ML Pipeline Handoff¶
Duration: 75 minutes Difficulty: Advanced Pattern: Sequential Chain + Governance Gate
This scenario demonstrates a complete ML pipeline from data engineering through production deployment, with five personas handing off across pipeline stages and generating a model card at the end.
Scenario Overview¶
Problem: A customer churn prediction model needs to move from raw data through feature engineering, training, evaluation, and production deployment with proper documentation.
Goal: Execute a five-stage ML pipeline with handoffs, quality gates, and model card generation.
Persona Team¶
| Persona | ID | Pipeline Stage | Category |
|---|---|---|---|
| Pipeline Orchestrator | POR | Data pipeline design and orchestration | data_engineering |
| Feature Architect | FAR | Feature engineering and selection | data_engineering |
| Experiment Scientist | ESC | Model training and experiment tracking | ml_lifecycle |
| Inference Orchestrator | IOR | Model serving and inference pipeline | ml_lifecycle |
| Model Ops Steward | MOS | Production deployment and monitoring | ml_lifecycle |
Setup¶
from fcc.personas.registry import PersonaRegistry
from fcc.simulation.engine import SimulationEngine
from fcc.simulation.messages import SimulationMessage
from fcc.messaging.bus import EventBus
from fcc.messaging.events import Event, EventType
registry = PersonaRegistry.from_yaml_directory("src/fcc/data/personas")
bus = EventBus()
engine = SimulationEngine(registry=registry, mode="deterministic")
project = {
"name": "Customer Churn Prediction",
"dataset": "customer_transactions_2025",
"target": "churned",
"deadline": "Sprint 44",
}
Stage 1: Data Pipeline Design (POR)¶
The Pipeline Orchestrator designs the data ingestion and transformation pipeline:
stage1_message = SimulationMessage(
sender="orchestrator",
receiver="POR",
content=(
f"Design a data pipeline for the '{project['name']}' project.\n"

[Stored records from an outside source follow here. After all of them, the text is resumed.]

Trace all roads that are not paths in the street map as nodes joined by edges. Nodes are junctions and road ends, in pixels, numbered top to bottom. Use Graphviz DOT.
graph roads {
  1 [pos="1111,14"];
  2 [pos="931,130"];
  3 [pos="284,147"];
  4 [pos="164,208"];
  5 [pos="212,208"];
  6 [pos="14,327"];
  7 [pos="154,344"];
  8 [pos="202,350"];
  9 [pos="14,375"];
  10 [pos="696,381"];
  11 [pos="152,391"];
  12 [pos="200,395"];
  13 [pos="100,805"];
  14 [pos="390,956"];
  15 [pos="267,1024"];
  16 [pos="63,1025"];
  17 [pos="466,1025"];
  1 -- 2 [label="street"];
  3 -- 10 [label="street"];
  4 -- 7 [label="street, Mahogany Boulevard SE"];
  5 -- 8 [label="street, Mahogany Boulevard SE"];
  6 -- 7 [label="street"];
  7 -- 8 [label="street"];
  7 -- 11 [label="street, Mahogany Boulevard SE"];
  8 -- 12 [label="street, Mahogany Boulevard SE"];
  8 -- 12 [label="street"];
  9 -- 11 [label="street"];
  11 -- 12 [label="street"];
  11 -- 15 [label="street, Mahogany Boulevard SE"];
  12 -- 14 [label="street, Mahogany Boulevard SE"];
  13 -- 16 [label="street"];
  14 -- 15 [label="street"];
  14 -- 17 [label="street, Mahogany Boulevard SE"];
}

f"Dataset: {project['dataset']}\n"
f"Target variable: {project['target']}\n\n"
"Requirements:\n"
"- Ingest from PostgreSQL and S3 parquet files\n"
"- Handle missing values and outliers\n"
"- Apply data quality checks\n"
"- Output cleaned dataset for feature engineering\n"

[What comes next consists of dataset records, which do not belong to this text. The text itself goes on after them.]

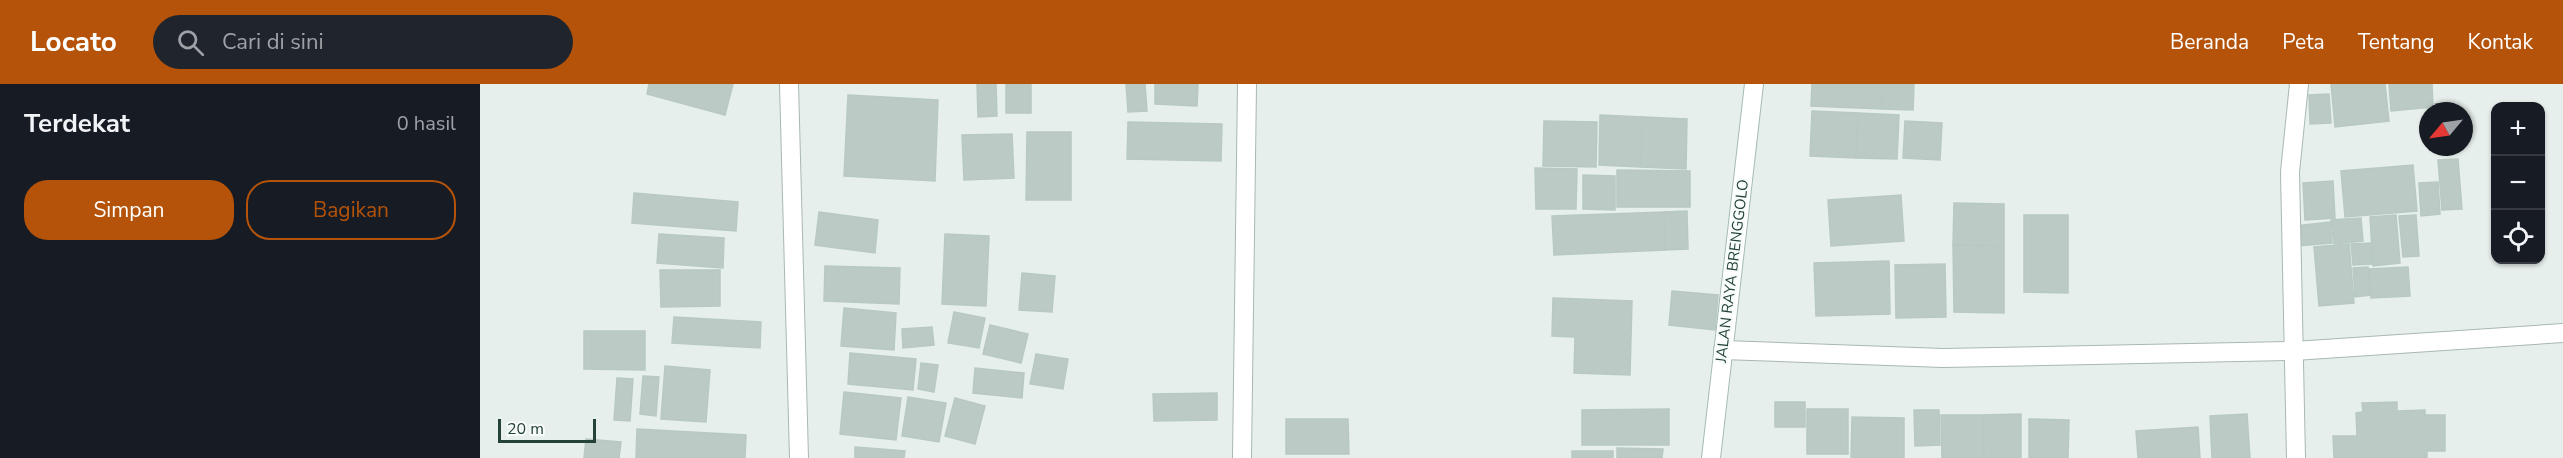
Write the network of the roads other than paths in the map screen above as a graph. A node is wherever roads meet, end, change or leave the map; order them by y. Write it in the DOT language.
graph roads {
  1 [pos="789,84"];
  2 [pos="1247,84"];
  3 [pos="1754,84"];
  4 [pos="2299,84"];
  5 [pos="2563,333"];
  6 [pos="1723,350"];
  7 [pos="2294,351"];
  8 [pos="799,458"];
  9 [pos="1242,458"];
  10 [pos="1711,458"];
  11 [pos="2296,458"];
  1 -- 8 [label="street"];
  2 -- 9 [label="street"];
  3 -- 6 [label="street, JALAN RAYA BRENGGOLO"];
  4 -- 7 [label="street"];
  5 -- 7 [label="street"];
  6 -- 7 [label="street"];
  6 -- 10 [label="street, JALAN RAYA BRENGGOLO"];
  7 -- 11 [label="street"];
}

"Produce a pipeline specification with DAG definition."
),
phase="create",
)
pipeline_spec = engine.step(stage1_message)
print(f"Stage 1 (POR): Pipeline spec - {len(pipeline_spec.content)} chars")
Stage 2: Feature Engineering (FAR)¶
The Feature Architect designs and selects features:
stage2_message = SimulationMessage(
sender="POR",
receiver="FAR",
content=(
f"Design features for '{project['name']}' based on this "
f"pipeline spec:\n\n{pipeline_spec.content[:500]}\n\n"
"Requirements:\n"
"- Create temporal features (recency, frequency, monetary)\n"
"- Encode categorical variables\n"
"- Engineer interaction features\n"
"- Perform feature selection (top 50 features)\n"
"- Document feature definitions and data lineage\n"
"Produce a feature store specification."
),
phase="create",
)
feature_spec = engine.step(stage2_message)
print(f"Stage 2 (FAR): Feature spec - {len(feature_spec.content)} chars")
Stage 3: Model Training (ESC)¶
The Experiment Scientist trains and evaluates models:
stage3_message = SimulationMessage(
sender="FAR",
receiver="ESC",
content=(
f"Train models for '{project['name']}' using these features:\n\n"
f"{feature_spec.content[:500]}\n\n"
"Requirements:\n"
"- Train baseline (logistic regression) and advanced models\n"
"- Use stratified 5-fold cross-validation\n"
"- Track experiments with MLflow\n"
"- Evaluate: AUC-ROC, precision@k, recall, F1\n"
"- Select best model with justification\n"
"Produce an experiment report with metrics."
),
phase="create",
)
experiment_report = engine.step(stage3_message)
print(f"Stage 3 (ESC): Experiment report - {len(experiment_report.content)} chars")
Quality Gate: Model Performance¶
Evaluate model readiness before deployment:
from fcc.collaboration.scoring import ScoringEngine
scorer = ScoringEngine()
model_quality = scorer.score_text(experiment_report.content)
print(f"\nModel quality score: {model_quality:.2f}")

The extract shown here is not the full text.